Aux côtés des vignerons, les acteurs touristiques jouent aussi un rôle essentiel dans l’attractivité de la région. Frédérick Nebout, directeur de l’office de tourisme Epernay Pays de Champagne, attend que “tous se fédèrent, pour développer les offres, les produits et les circuits” de façon à “vendre la destination La Champagne”. “L’Unesco n’est pas une finalité mais un début, assure-t-il aussi. Il faut promouvoir le territoire pour faire prendre conscience aux tour-opérateurs que la Champagne ne résume pas à une bouteille et que derrière le produit il y a une région”. D’autant que la concurrence existe comme aux Etats-Unis dans la Napa Valley… “Le tourisme de demain se fera à partir de grandes marques mondiales”, professe Philippe Faure, président du conseil d’administration d’Atout France, l’agence de développement touristique nationale qui organise Destination vignobles avec de nombreux partenaires. Ce qui fait dire à Catherine Vautrin, présidente de Reims Métropole, que “l’ensemble des forces vives du territoire doivent être capables de chasser en meute” pour en faire une destination qui compte. De son histoire à ses richesses culturelles en passant par ses paysages et sa gastronomie, la Champagne possède, en plus de son vin connu dans le monde entier, de sérieux atouts qui ne demandent qu’à être intelligemment joués.

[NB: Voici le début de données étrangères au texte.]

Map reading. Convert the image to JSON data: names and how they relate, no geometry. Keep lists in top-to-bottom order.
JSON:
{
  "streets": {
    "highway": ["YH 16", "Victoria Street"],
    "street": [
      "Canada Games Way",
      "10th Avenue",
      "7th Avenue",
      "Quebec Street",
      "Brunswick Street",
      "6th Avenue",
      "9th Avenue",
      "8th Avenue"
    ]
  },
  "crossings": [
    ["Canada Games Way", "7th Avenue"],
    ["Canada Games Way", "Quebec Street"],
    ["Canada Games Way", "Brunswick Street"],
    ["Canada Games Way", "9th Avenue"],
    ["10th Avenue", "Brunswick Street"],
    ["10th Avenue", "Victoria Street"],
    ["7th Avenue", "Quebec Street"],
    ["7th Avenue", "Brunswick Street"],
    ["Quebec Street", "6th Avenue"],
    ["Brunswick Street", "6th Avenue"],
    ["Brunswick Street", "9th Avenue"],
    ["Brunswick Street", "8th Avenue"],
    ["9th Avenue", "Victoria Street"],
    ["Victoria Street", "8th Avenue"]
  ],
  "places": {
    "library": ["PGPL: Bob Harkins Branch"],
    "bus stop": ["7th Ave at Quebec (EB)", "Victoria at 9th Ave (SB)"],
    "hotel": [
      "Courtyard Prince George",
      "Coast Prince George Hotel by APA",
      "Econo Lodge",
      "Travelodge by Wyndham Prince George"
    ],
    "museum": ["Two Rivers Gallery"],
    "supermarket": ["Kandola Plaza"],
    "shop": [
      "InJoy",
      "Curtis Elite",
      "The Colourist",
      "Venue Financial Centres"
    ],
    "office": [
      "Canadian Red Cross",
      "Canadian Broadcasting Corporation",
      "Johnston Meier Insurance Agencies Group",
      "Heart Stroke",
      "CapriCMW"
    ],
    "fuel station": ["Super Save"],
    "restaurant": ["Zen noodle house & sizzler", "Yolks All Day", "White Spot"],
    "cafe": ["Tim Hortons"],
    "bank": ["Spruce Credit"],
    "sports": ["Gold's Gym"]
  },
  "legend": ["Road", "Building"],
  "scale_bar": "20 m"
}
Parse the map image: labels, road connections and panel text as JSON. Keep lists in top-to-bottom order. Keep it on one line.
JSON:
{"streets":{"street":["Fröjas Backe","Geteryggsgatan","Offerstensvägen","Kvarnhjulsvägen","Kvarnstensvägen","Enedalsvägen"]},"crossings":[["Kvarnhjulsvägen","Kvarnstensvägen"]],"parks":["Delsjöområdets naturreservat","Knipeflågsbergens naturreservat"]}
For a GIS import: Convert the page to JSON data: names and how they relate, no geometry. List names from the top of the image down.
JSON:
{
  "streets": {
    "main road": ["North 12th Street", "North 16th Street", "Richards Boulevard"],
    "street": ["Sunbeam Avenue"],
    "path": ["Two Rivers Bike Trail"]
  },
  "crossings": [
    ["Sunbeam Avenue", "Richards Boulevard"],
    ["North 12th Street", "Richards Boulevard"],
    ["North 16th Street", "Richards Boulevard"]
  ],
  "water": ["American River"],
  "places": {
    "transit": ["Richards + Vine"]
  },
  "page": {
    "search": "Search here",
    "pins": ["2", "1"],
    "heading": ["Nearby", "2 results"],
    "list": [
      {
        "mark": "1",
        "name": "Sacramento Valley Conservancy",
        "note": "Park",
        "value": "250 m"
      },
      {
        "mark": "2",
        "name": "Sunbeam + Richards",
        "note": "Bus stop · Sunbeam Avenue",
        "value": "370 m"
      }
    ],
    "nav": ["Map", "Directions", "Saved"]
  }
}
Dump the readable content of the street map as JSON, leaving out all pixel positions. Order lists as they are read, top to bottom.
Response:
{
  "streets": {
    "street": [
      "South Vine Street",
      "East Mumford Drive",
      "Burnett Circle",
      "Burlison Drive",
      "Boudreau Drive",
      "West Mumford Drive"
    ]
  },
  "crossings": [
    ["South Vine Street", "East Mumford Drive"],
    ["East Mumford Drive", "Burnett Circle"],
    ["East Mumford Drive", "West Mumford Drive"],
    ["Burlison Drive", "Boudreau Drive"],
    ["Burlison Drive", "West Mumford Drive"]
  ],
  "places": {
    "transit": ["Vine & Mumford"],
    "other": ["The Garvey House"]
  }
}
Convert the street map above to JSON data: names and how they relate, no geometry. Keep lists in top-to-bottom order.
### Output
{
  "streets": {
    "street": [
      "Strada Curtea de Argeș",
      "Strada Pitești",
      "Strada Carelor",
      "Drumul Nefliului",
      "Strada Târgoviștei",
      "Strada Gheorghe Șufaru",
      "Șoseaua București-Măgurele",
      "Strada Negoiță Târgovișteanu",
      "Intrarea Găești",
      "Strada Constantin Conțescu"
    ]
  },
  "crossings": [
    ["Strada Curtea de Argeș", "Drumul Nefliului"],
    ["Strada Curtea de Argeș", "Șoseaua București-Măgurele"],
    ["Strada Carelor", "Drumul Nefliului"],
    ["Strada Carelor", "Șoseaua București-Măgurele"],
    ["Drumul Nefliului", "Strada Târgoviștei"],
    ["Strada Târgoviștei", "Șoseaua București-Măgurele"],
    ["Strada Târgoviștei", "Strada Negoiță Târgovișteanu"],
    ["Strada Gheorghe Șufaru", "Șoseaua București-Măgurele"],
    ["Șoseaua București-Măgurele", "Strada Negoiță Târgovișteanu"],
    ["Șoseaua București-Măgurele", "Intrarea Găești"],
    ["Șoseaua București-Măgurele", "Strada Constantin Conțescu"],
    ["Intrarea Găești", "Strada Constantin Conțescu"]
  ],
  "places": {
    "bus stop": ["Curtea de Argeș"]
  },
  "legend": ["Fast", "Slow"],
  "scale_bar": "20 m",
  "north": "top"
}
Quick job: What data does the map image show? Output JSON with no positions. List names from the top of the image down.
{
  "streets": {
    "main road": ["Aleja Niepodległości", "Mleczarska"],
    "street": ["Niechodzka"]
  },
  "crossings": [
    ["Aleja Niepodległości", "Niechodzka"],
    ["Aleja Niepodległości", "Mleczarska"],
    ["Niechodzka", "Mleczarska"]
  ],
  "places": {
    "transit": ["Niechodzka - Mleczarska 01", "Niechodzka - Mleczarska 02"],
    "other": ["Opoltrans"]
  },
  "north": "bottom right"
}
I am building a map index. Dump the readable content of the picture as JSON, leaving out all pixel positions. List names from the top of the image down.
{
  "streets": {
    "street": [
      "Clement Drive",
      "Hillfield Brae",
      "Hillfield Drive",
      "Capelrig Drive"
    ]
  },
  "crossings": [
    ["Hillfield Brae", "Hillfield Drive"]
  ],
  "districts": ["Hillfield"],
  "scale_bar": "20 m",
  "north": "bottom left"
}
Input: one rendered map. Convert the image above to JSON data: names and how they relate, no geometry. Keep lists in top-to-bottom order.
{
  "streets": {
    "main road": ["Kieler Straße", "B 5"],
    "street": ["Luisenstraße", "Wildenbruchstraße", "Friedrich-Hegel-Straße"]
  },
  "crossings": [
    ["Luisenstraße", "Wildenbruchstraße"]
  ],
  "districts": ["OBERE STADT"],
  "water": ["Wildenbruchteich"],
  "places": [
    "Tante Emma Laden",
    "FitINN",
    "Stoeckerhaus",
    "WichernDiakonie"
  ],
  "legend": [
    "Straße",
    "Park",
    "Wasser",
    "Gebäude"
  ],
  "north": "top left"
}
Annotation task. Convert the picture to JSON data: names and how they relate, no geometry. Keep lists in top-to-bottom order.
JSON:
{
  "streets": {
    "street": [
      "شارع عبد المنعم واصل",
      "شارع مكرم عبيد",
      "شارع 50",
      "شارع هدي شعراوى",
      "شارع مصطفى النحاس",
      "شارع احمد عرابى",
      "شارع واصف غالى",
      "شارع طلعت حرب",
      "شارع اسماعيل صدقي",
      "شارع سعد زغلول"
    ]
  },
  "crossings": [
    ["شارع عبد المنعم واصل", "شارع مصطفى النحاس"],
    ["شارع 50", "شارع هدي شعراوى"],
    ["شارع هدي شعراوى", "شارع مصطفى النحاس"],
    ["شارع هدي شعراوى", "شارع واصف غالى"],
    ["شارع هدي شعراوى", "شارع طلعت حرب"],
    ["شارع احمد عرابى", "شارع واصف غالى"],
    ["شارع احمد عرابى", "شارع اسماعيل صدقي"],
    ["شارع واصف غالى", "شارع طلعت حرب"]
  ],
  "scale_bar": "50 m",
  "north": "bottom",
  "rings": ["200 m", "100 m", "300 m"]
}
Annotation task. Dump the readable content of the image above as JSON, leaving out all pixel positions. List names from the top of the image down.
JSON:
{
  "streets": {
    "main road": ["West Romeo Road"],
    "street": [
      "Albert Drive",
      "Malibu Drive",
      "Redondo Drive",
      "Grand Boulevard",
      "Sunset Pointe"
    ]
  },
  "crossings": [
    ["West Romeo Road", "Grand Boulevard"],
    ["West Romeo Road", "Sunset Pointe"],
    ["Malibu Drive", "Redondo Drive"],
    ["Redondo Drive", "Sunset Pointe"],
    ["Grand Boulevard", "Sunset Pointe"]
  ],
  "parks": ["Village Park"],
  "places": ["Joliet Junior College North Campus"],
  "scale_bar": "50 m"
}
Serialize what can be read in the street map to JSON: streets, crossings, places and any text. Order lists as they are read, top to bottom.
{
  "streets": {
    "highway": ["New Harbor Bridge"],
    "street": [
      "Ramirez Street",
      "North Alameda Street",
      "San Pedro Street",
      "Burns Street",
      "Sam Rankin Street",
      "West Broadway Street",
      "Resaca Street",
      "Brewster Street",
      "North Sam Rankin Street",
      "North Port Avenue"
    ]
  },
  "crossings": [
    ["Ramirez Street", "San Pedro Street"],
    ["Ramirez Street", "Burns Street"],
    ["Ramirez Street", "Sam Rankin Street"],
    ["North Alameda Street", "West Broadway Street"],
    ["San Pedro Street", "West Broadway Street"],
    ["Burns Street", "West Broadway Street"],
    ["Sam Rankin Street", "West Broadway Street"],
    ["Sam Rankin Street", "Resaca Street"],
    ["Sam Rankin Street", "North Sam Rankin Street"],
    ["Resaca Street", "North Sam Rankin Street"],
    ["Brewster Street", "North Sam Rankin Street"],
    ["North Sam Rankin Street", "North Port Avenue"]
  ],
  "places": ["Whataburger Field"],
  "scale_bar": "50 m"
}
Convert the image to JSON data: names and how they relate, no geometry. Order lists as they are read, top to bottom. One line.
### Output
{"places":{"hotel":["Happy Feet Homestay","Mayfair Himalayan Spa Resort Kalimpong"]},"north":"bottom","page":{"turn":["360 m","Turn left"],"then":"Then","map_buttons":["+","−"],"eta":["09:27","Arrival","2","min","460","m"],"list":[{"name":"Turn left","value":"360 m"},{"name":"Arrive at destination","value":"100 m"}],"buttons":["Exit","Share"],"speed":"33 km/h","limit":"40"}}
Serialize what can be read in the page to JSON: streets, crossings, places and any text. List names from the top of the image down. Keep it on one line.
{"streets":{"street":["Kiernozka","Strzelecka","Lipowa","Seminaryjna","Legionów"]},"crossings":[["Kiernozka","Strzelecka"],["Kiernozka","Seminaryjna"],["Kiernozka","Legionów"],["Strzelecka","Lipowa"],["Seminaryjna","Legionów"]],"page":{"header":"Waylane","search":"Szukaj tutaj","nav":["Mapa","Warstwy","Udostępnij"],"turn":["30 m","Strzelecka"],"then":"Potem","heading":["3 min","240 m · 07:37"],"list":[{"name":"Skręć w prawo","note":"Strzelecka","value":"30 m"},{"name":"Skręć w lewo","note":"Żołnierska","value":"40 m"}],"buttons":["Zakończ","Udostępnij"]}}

Une marque œnotouristique pour la Champagne la-champagne-refined-art-de-vivreLa région Grand-Est et le Comité Champagne ont dévoilé lors de Destination vignobles une marque œnotouristique partagée "La Champagne, refined art de vivre" (art de vivre « raffiné » donc). Dans le cadre du contrat de destination La Champagne, le Comité Champagne souligne que "cette marque a vocation à être déployée dans le monde entier, pour appuyer les démarches des acteurs publics et privés de l’œnotourisme engagés autour d’une offre cohérente, fédératrice, promesse de raffinement". Regroupant sous une même bannière vignerons et maisons, en lien avec les professionnels du tourisme régional, cet emblème s’appuie sur l’inscription de la Champagne à l’Unesco qui doit servir de "moteur puissant de renouvellement de l’offre œnotouristique."
Des œnotouristes par millions Atout France a compilé des chiffres éclairants sur le marché de l’œnotourisme en France. Ainsi, 7,5 millions de touristes ont séjourné dans le vignoble français en 2010, la clientèle internationale restant majoritairement composée de Belges et de Britanniques. 60 destinations ont également été labellisées « Vignobles & Découvertes », dont 8 dans l’appellation Champagne.